A bad day for financial engineers in Chicago continued Wednesday, when the Securities and Exchange Commission said the assets of a quantitative trading firm were frozen.
The SEC said that Belal K. Faruki of Aurora, Ill., and his advisory firm Neural Markets LLC had solicited “highly sophisticated individuals” to invest in the "Evolution Quantitative 1X Fund," on false premises.
The fund, the federal regulator said, supposedly used a proprietary algorithm to carry out an arbitrage strategy involving exchange-traded funds (ETFs).
Faruki and Neural Markets “falsely represented the existence of investor capital and that trading was generating profits when, in fact, losses were being incurred,’’ the SEC said.
Faruki could not be reached at the phone of an address in North Aurora that property records and other litigation indicate belong to an individual of that name.
The SEC said Faruki and Neural Markets defrauded at least one investor out of $1 million before confessing the losses, and were soliciting other wealthy investors before the SEC obtained a court order to halt the scheme.
A federal court today entered a preliminary injunction order in the case, which was unsealed earlier this week.
The SEC announcement follows the disclosure that the Chicago-headquartered hedge fund Citadel won a temporary restraining order against a quantitative financial engineer it claims downloaded confidential information on trading strategies to help a rival.
Cook County Judge Rita Novak on Tuesday ordered 23-year old Yihao Ben Pu, who worked in Citadel’s tactical trading unit, not to disclose any confidential information or destroy any evidence.
In its complaint filed against the 23-year old Pu in the circuit court of Cook County, Illinois, Citadel alleged that Pu installed unauthorised programs on its computer systems to bypass security measures so he could move "massive amounts" of "highly confidential" information relating to its core tactical trading business to two external devices. Pu called the charges an overreaction by Citadel.
The asset freeze appears to be the second enforcement action taken against Faruki in the last two years.
The Securities Department of the Secretary of State in Illinois in January 2010 received a temporary order of prohibityion against Belal K. Faruki of North Aurora, Ill., for allegedly failing to honor the terms of a loan agreement with an investor. In that case, Faruki was listed as operating as Logisol Inc.

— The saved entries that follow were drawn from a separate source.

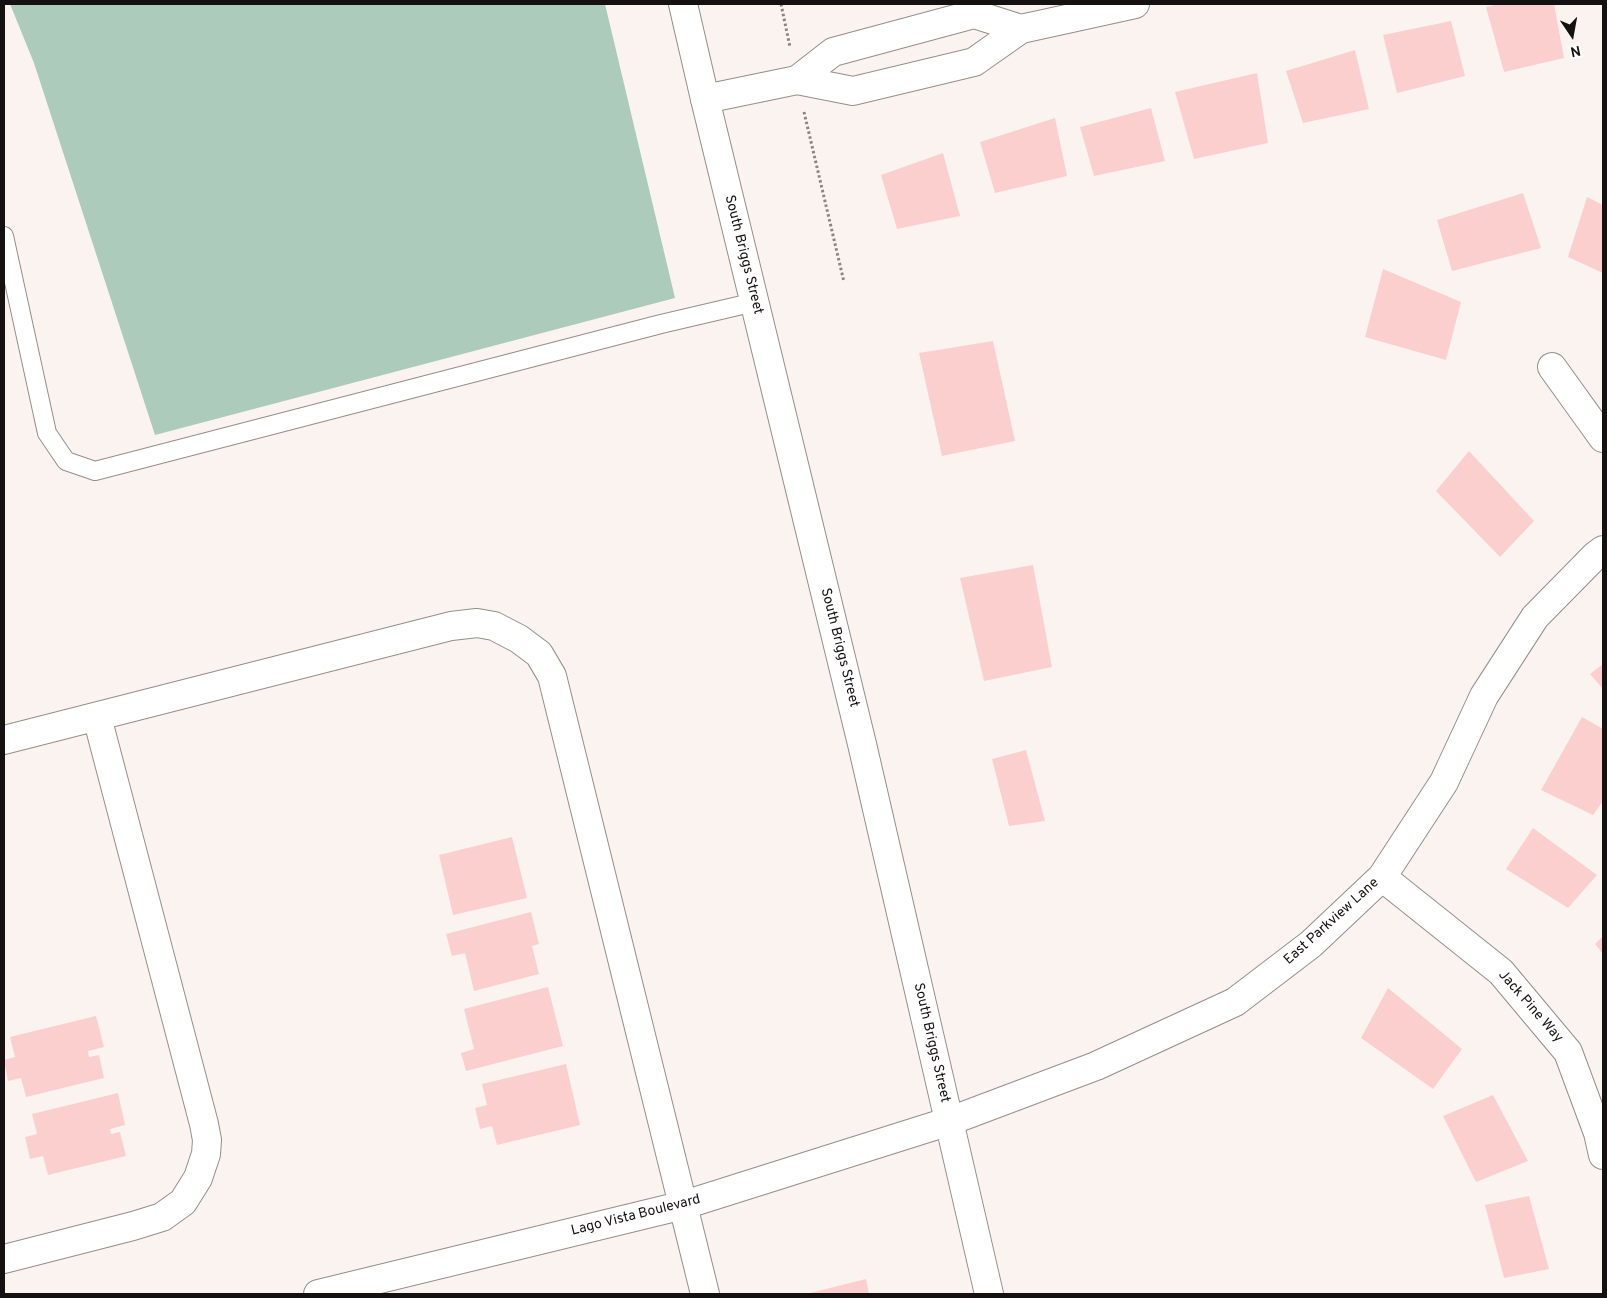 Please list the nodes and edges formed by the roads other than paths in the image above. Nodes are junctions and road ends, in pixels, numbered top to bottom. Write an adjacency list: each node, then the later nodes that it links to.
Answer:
1 (683, 4): 5 (street, South Briggs Street)
2 (1135, 4): 3 (street)
3 (1018, 17): 4 (street); 4 (street)
4 (797, 80): 5 (street)
5 (704, 99): 7 (street, South Briggs Street)
6 (4, 236): 7 (lane)
7 (755, 302): 14 (street, South Briggs Street)
8 (1552, 367): 9 (street)
9 (1603, 438)
10 (1603, 550): 13 (street, East Parkview Lane)
11 (97, 716): 12 (street); 16 (street); 17 (street)
12 (4, 740)
13 (1382, 876): 14 (street, East Parkview Lane); 15 (street, Jack Pine Way)
14 (950, 1121): 16 (street, Lago Vista Boulevard); 20 (street, South Briggs Street)
15 (1603, 1155)
16 (684, 1205): 18 (street, Lago Vista Boulevard); 19 (street)
17 (4, 1259)
18 (318, 1294)
19 (705, 1294)
20 (989, 1294) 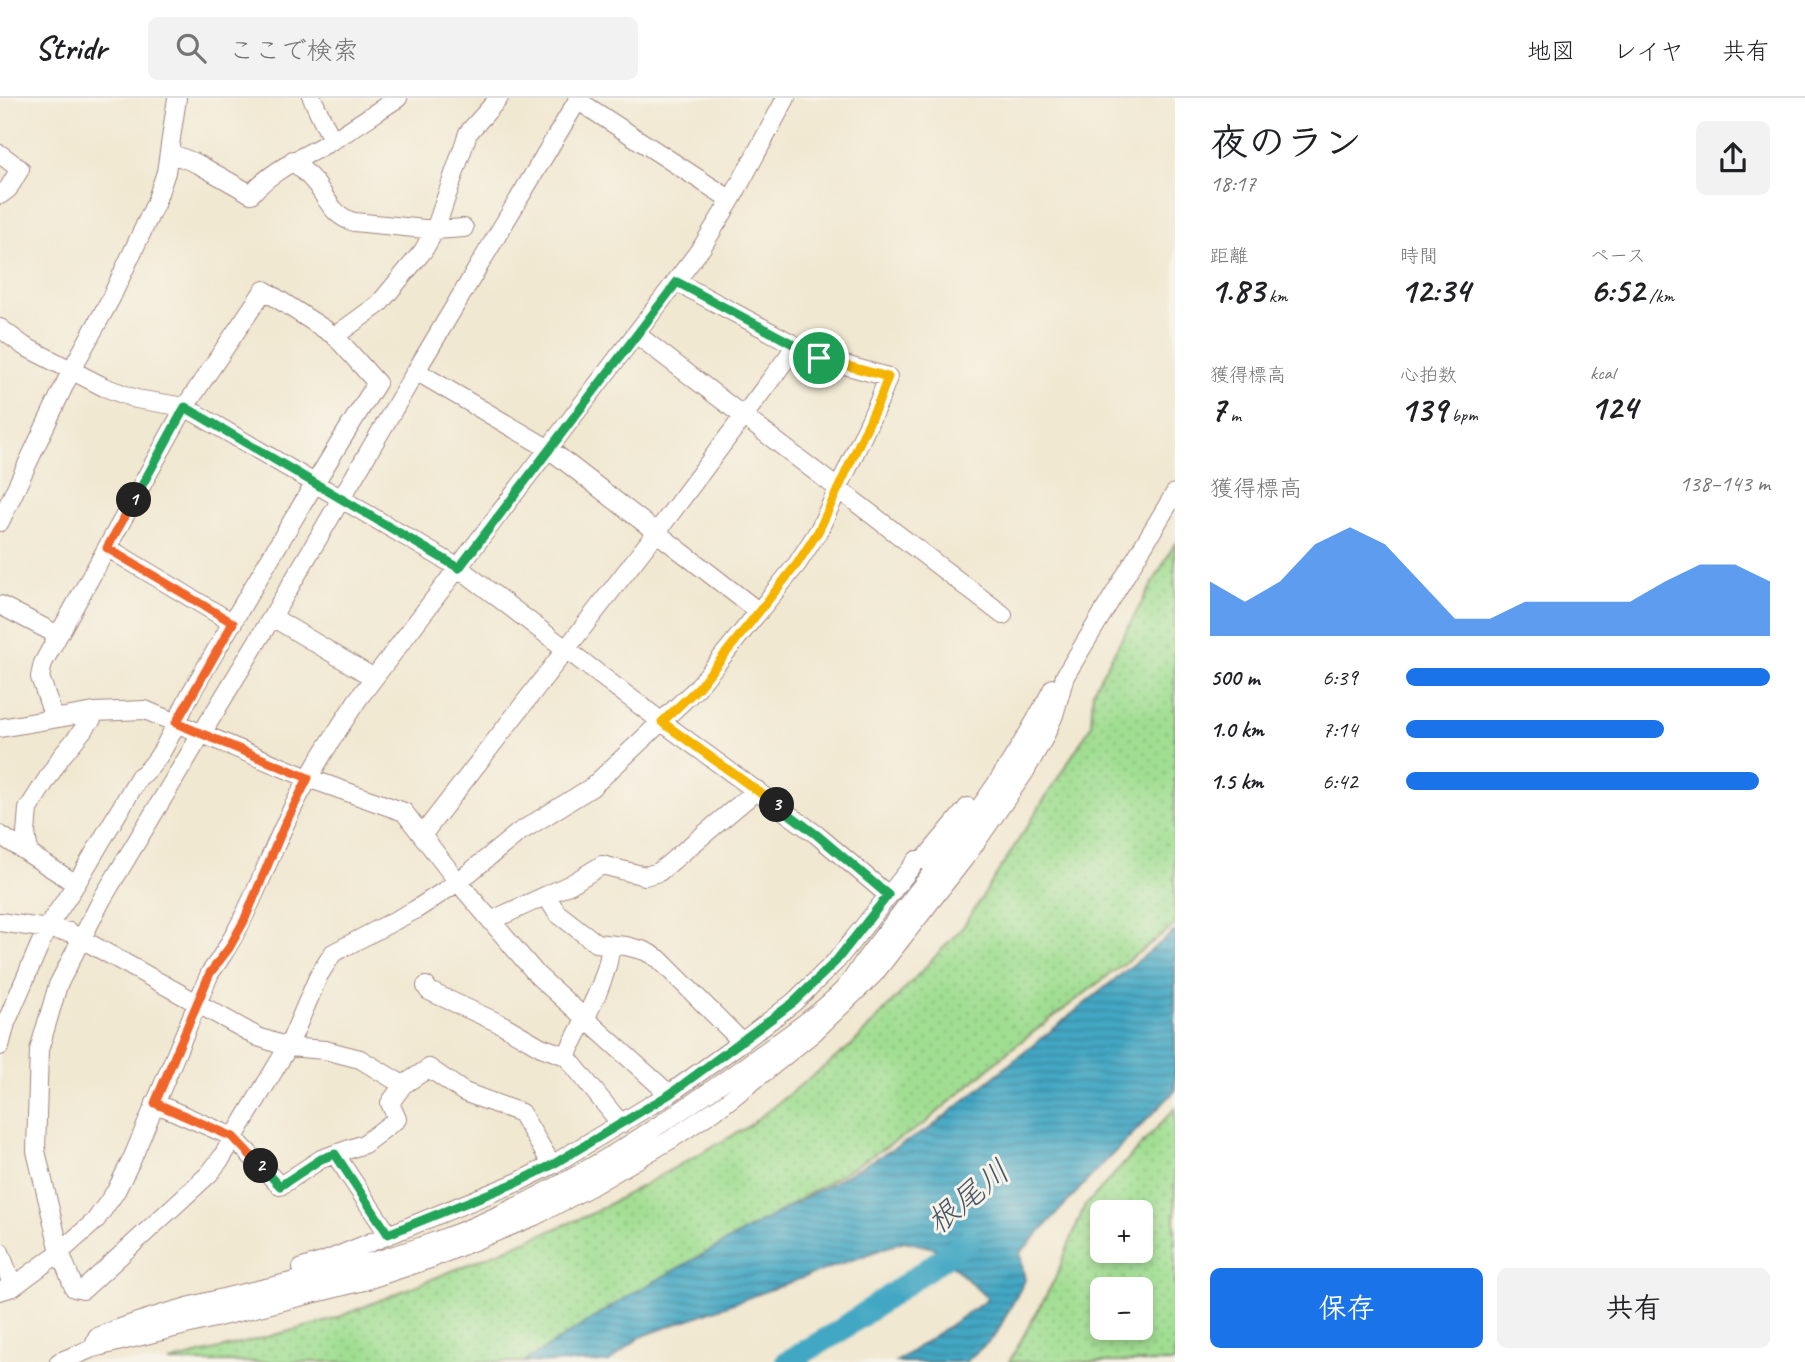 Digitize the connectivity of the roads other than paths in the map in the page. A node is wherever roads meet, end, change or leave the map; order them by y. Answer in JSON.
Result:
{"nodes":[{"id":1,"x":177,"y":98,"type":"edge"},
{"id":2,"x":312,"y":98,"type":"edge"},
{"id":3,"x":398,"y":98,"type":"edge"},
{"id":4,"x":499,"y":98,"type":"edge"},
{"id":5,"x":786,"y":98,"type":"edge"},
{"id":6,"x":578,"y":99,"type":"edge"},
{"id":7,"x":332,"y":141,"type":"junction"},
{"id":8,"x":170,"y":153,"type":"junction"},
{"id":9,"x":0,"y":154,"type":"edge"},
{"id":10,"x":293,"y":160,"type":"junction"},
{"id":11,"x":0,"y":195,"type":"edge"},
{"id":12,"x":731,"y":200,"type":"junction"},
{"id":13,"x":464,"y":228,"type":"dead end"},
{"id":14,"x":435,"y":230,"type":"junction"},
{"id":15,"x":677,"y":282,"type":"junction"},
{"id":16,"x":0,"y":328,"type":"edge"},
{"id":17,"x":636,"y":334,"type":"junction"},
{"id":18,"x":335,"y":336,"type":"junction"},
{"id":19,"x":796,"y":346,"type":"junction"},
{"id":20,"x":72,"y":369,"type":"junction"},
{"id":21,"x":416,"y":371,"type":"junction"},
{"id":22,"x":185,"y":407,"type":"junction"},
{"id":23,"x":744,"y":416,"type":"junction"},
{"id":24,"x":549,"y":449,"type":"junction"},
{"id":25,"x":314,"y":482,"type":"junction"},
{"id":26,"x":838,"y":488,"type":"junction"},
{"id":27,"x":1175,"y":493,"type":"edge"},
{"id":28,"x":341,"y":498,"type":"junction"},
{"id":29,"x":0,"y":522,"type":"edge"},
{"id":30,"x":656,"y":533,"type":"junction"},
{"id":31,"x":107,"y":548,"type":"junction"},
{"id":32,"x":459,"y":568,"type":"junction"},
{"id":33,"x":0,"y":605,"type":"edge"},
{"id":34,"x":759,"y":612,"type":"junction"},
{"id":35,"x":1003,"y":615,"type":"dead end"},
{"id":36,"x":272,"y":617,"type":"junction"},
{"id":37,"x":233,"y":623,"type":"junction"},
{"id":38,"x":58,"y":635,"type":"junction"},
{"id":39,"x":566,"y":649,"type":"junction"},
{"id":40,"x":1065,"y":676,"type":"junction"},
{"id":41,"x":374,"y":678,"type":"junction"},
{"id":42,"x":94,"y":712,"type":"junction"},
{"id":43,"x":54,"y":718,"type":"junction"},
{"id":44,"x":662,"y":722,"type":"junction"},
{"id":45,"x":176,"y":723,"type":"junction"},
{"id":46,"x":0,"y":728,"type":"edge"},
{"id":47,"x":201,"y":734,"type":"junction"},
{"id":48,"x":308,"y":778,"type":"junction"},
{"id":49,"x":998,"y":781,"type":"junction"},
{"id":50,"x":757,"y":790,"type":"junction"},
{"id":51,"x":423,"y":834,"type":"junction"},
{"id":52,"x":0,"y":835,"type":"edge"},
{"id":53,"x":29,"y":853,"type":"junction"},
{"id":54,"x":458,"y":881,"type":"junction"},
{"id":55,"x":76,"y":884,"type":"junction"},
{"id":56,"x":888,"y":895,"type":"junction"},
{"id":57,"x":547,"y":897,"type":"junction"},
{"id":58,"x":0,"y":922,"type":"edge"},
{"id":59,"x":493,"y":922,"type":"junction"},
{"id":60,"x":47,"y":928,"type":"junction"},
{"id":61,"x":83,"y":939,"type":"junction"},
{"id":62,"x":610,"y":946,"type":"junction"},
{"id":63,"x":426,"y":986,"type":"dead end"},
{"id":64,"x":198,"y":1002,"type":"junction"},
{"id":65,"x":585,"y":1017,"type":"junction"},
{"id":66,"x":742,"y":1042,"type":"junction"},
{"id":67,"x":0,"y":1046,"type":"edge"},
{"id":68,"x":288,"y":1047,"type":"junction"},
{"id":69,"x":566,"y":1056,"type":"junction"},
{"id":70,"x":403,"y":1085,"type":"junction"},
{"id":71,"x":670,"y":1094,"type":"junction"},
{"id":72,"x":155,"y":1103,"type":"junction"},
{"id":73,"x":621,"y":1124,"type":"junction"},
{"id":74,"x":233,"y":1137,"type":"junction"},
{"id":75,"x":335,"y":1154,"type":"junction"},
{"id":76,"x":552,"y":1165,"type":"junction"},
{"id":77,"x":388,"y":1234,"type":"junction"},
{"id":78,"x":0,"y":1252,"type":"edge"},
{"id":79,"x":60,"y":1252,"type":"junction"},
{"id":80,"x":266,"y":1288,"type":"junction"},
{"id":81,"x":6,"y":1289,"type":"edge"},
{"id":82,"x":93,"y":1348,"type":"junction"},
{"id":83,"x":59,"y":1362,"type":"edge"}],
"edges":[{"from":1,"to":8,"type":"street"},
{"from":2,"to":7,"type":"street"},
{"from":3,"to":7,"type":"street"},
{"from":4,"to":14,"type":"street"},
{"from":5,"to":12,"type":"street"},
{"from":6,"to":12,"type":"street"},
{"from":6,"to":21,"type":"street"},
{"from":7,"to":10,"type":"street"},
{"from":8,"to":10,"type":"street"},
{"from":8,"to":20,"type":"street"},
{"from":9,"to":11,"type":"street"},
{"from":10,"to":14,"type":"street"},
{"from":12,"to":15,"type":"street"},
{"from":13,"to":14,"type":"street"},
{"from":14,"to":18,"type":"street"},
{"from":15,"to":17,"type":"street"},
{"from":15,"to":19,"type":"street"},
{"from":16,"to":20,"type":"street"},
{"from":17,"to":23,"type":"street"},
{"from":17,"to":24,"type":"street"},
{"from":18,"to":22,"type":"street"},
{"from":18,"to":25,"type":"street"},
{"from":19,"to":23,"type":"street"},
{"from":19,"to":26,"type":"street"},
{"from":20,"to":22,"type":"street"},
{"from":20,"to":29,"type":"street"},
{"from":21,"to":24,"type":"street"},
{"from":21,"to":28,"type":"street"},
{"from":22,"to":25,"type":"street"},
{"from":22,"to":31,"type":"street"},
{"from":23,"to":26,"type":"street"},
{"from":23,"to":30,"type":"street"},
{"from":24,"to":30,"type":"street"},
{"from":24,"to":32,"type":"street"},
{"from":25,"to":28,"type":"street"},
{"from":25,"to":37,"type":"street"},
{"from":26,"to":34,"type":"street"},
{"from":26,"to":35,"type":"street"},
{"from":27,"to":40,"type":"street"},
{"from":28,"to":32,"type":"street"},
{"from":28,"to":36,"type":"street"},
{"from":30,"to":34,"type":"street"},
{"from":30,"to":39,"type":"street"},
{"from":31,"to":37,"type":"street"},
{"from":31,"to":38,"type":"street"},
{"from":32,"to":39,"type":"street"},
{"from":32,"to":41,"type":"street"},
{"from":33,"to":38,"type":"street"},
{"from":34,"to":44,"type":"street"},
{"from":36,"to":41,"type":"street"},
{"from":36,"to":47,"type":"street"},
{"from":37,"to":45,"type":"street"},
{"from":38,"to":43,"type":"street"},
{"from":39,"to":44,"type":"street"},
{"from":39,"to":51,"type":"street"},
{"from":40,"to":49,"type":"street"},
{"from":40,"to":82,"type":"street"},
{"from":41,"to":48,"type":"street"},
{"from":42,"to":43,"type":"street"},
{"from":42,"to":45,"type":"street"},
{"from":42,"to":53,"type":"street"},
{"from":43,"to":46,"type":"street"},
{"from":44,"to":50,"type":"street"},
{"from":44,"to":54,"type":"street"},
{"from":45,"to":47,"type":"street"},
{"from":45,"to":55,"type":"street"},
{"from":47,"to":48,"type":"street"},
{"from":47,"to":61,"type":"street"},
{"from":48,"to":51,"type":"street"},
{"from":48,"to":64,"type":"street"},
{"from":49,"to":56,"type":"street"},
{"from":49,"to":80,"type":"street"},
{"from":50,"to":56,"type":"street"},
{"from":50,"to":57,"type":"street"},
{"from":51,"to":54,"type":"street"},
{"from":52,"to":53,"type":"street"},
{"from":53,"to":55,"type":"street"},
{"from":54,"to":59,"type":"street"},
{"from":54,"to":68,"type":"street"},
{"from":55,"to":60,"type":"street"},
{"from":56,"to":66,"type":"street"},
{"from":57,"to":59,"type":"street"},
{"from":57,"to":62,"type":"street"},
{"from":58,"to":60,"type":"street"},
{"from":59,"to":65,"type":"street"},
{"from":60,"to":61,"type":"street"},
{"from":60,"to":67,"type":"street"},
{"from":61,"to":64,"type":"street"},
{"from":61,"to":79,"type":"street"},
{"from":62,"to":65,"type":"street"},
{"from":62,"to":66,"type":"street"},
{"from":63,"to":69,"type":"street"},
{"from":64,"to":68,"type":"street"},
{"from":64,"to":72,"type":"street"},
{"from":65,"to":69,"type":"street"},
{"from":65,"to":71,"type":"street"},
{"from":66,"to":71,"type":"street"},
{"from":68,"to":70,"type":"street"},
{"from":68,"to":74,"type":"street"},
{"from":69,"to":73,"type":"street"},
{"from":70,"to":75,"type":"street"},
{"from":70,"to":76,"type":"street"},
{"from":71,"to":73,"type":"street"},
{"from":72,"to":74,"type":"street"},
{"from":72,"to":79,"type":"street"},
{"from":73,"to":76,"type":"street"},
{"from":74,"to":75,"type":"street"},
{"from":74,"to":79,"type":"street"},
{"from":75,"to":77,"type":"street"},
{"from":76,"to":77,"type":"street"},
{"from":77,"to":80,"type":"street"},
{"from":78,"to":81,"type":"street"},
{"from":79,"to":81,"type":"street"},
{"from":80,"to":82,"type":"street"},
{"from":82,"to":83,"type":"street"}]}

No contact information for Neural Markets or Faruki can be found at the company’s website.
"Faruki and Neural Markets lied throughout this elaborate scheme in order to attract capital from sophisticated investors," said Bruce Karpati, Co-Chief of the Asset Management Unit in the SEC's Division of Enforcement. "Even sophisticated institutional investors should be wary of unscrupulous hedge fund managers who cloak their misrepresentations in lofty pitches about a complex investment strategy."
Faruki and Neural Markets “distorted the hedge fund's performance track record, misrepresented that wealthy investors had invested $5 million in the fund, and misstated that it had engaged a top-tier auditor to assist in preparing the fund's quarterly and annual financial statements,’’ according to the SEC. Faruki also told investors that he had invested his own money in the hedge fund.
The SEC filed its complaint under seal on Aug. 10, 2011, and that same day the court granted the SEC's request for emergency relief including a temporary restraining order and asset freeze.
The court lifted the seal order on August 29, and the preliminary injunction order entered Wednesday continues the terms of the temporary restraining order until the final resolution of the case.
The SEC said the order was entered “with the defendants' consent.”